>>
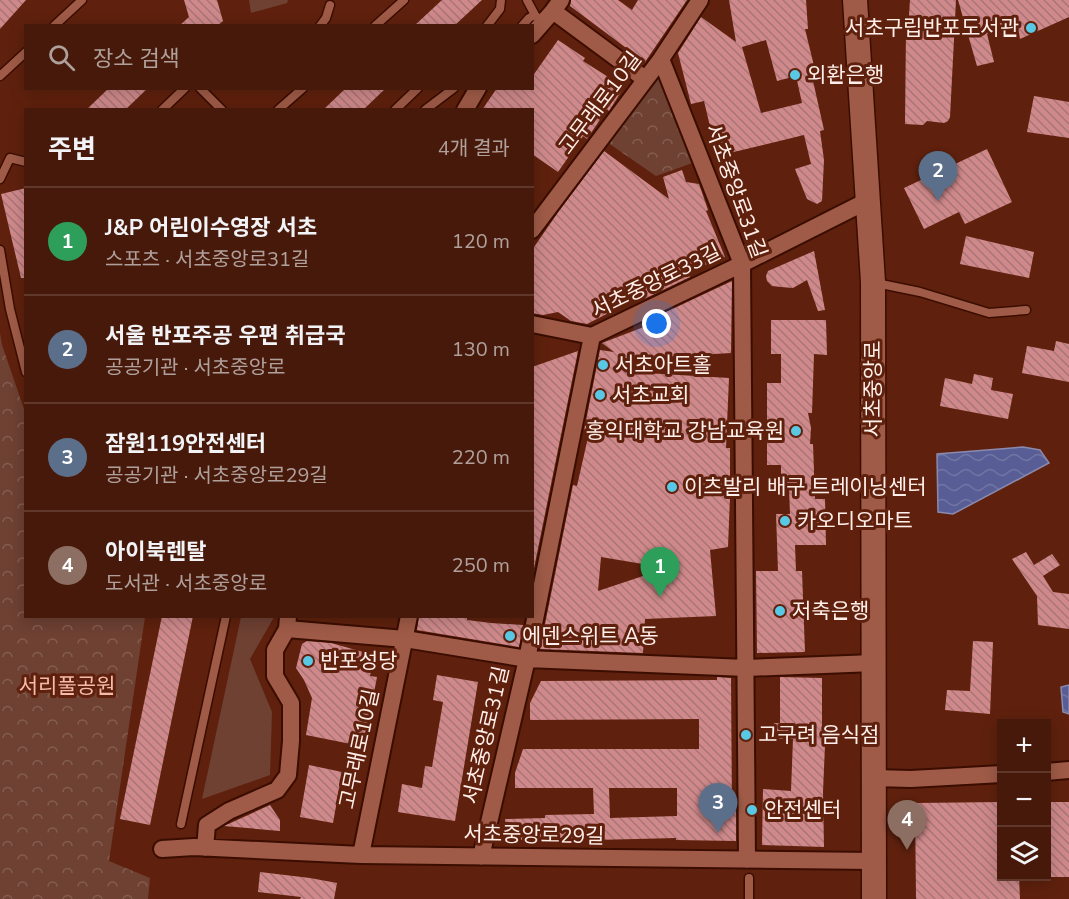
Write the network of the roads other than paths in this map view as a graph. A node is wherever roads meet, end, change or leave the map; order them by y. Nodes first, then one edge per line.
1 (82, 0) edge
2 (404, 0) edge
3 (501, 0) edge
4 (527, 0) edge
5 (700, 0) edge
6 (855, 0) edge
7 (330, 5) dead end
8 (545, 17) edge
9 (56, 24) edge
10 (322, 24) edge
11 (377, 24) edge
12 (489, 24) edge
13 (524, 24) edge
14 (24, 54) edge
15 (661, 59) junction
16 (0, 76) edge
17 (645, 79) junction
18 (183, 90) edge
19 (202, 90) edge
20 (301, 90) edge
21 (416, 90) edge
22 (451, 90) edge
23 (477, 90) edge
24 (164, 108) edge
25 (220, 108) edge
26 (280, 108) edge
27 (397, 108) edge
28 (428, 108) edge
29 (466, 108) edge
30 (24, 162) edge
31 (0, 179) edge
32 (867, 201) junction
33 (534, 227) edge
34 (0, 249) edge
35 (742, 264) junction
36 (873, 282) junction
37 (1026, 310) dead end
38 (534, 324) edge
39 (592, 336) junction
40 (24, 365) edge
41 (226, 618) edge
42 (410, 618) edge
43 (287, 623) edge
44 (405, 639) junction
45 (527, 659) junction
46 (874, 663) junction
47 (746, 668) junction
48 (1069, 770) edge
49 (1051, 772) edge
50 (997, 774) edge
51 (873, 778) junction
52 (180, 824) dead end
53 (200, 848) junction
54 (162, 849) dead end
55 (361, 855) junction
56 (481, 857) junction
57 (747, 860) junction
58 (874, 861) junction
59 (749, 878) dead end
60 (749, 899) edge
61 (874, 899) edge

1 - 9 lane
2 - 11 lane
3 - 12 lane
4 - 8 lane
5 - 15 street, 고무래로10길
6 - 32 main road, 서초중앙로
7 - 10 lane
8 - 13 lane
8 - 17 street
14 - 16 lane
15 - 17 street, 고무래로10길
15 - 35 street, 서초중앙로31길
17 - 33 street, 고무래로10길
18 - 24 lane
19 - 25 lane
20 - 26 lane
21 - 27 lane
22 - 28 lane
23 - 29 street
30 - 31 lane
32 - 35 street, 서초중앙로33길
32 - 36 main road, 서초중앙로
34 - 40 lane
35 - 39 street, 서초중앙로33길
35 - 47 street, 서초중앙로31길
36 - 37 lane
36 - 46 main road, 서초중앙로
38 - 39 street
39 - 45 street, 서초중앙로31길
41 - 52 lane
42 - 44 street, 고무래로10길
43 - 44 street, 서초중앙로31길
43 - 53 street
44 - 45 street, 서초중앙로31길
44 - 55 street, 고무래로10길
45 - 47 street, 서초중앙로31길
45 - 56 street, 서초중앙로31길
46 - 47 street, 서초중앙로31길
46 - 51 main road, 서초중앙로
47 - 57 street, 서초중앙로31길
48 - 49 street
50 - 51 street
51 - 58 main road, 서초중앙로
53 - 54 street, 서초중앙로29길
53 - 55 street, 서초중앙로29길
55 - 56 street, 서초중앙로29길
56 - 57 street, 서초중앙로29길
57 - 58 street, 서초중앙로29길
58 - 61 main road, 서초중앙로
59 - 60 lane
<<
— WORK TO BE COMPLETED —
Show each line in the listing above that has "main".

— OUTPUT —
6 - 32 main road, 서초중앙로
32 - 36 main road, 서초중앙로
36 - 46 main road, 서초중앙로
46 - 51 main road, 서초중앙로
51 - 58 main road, 서초중앙로
58 - 61 main road, 서초중앙로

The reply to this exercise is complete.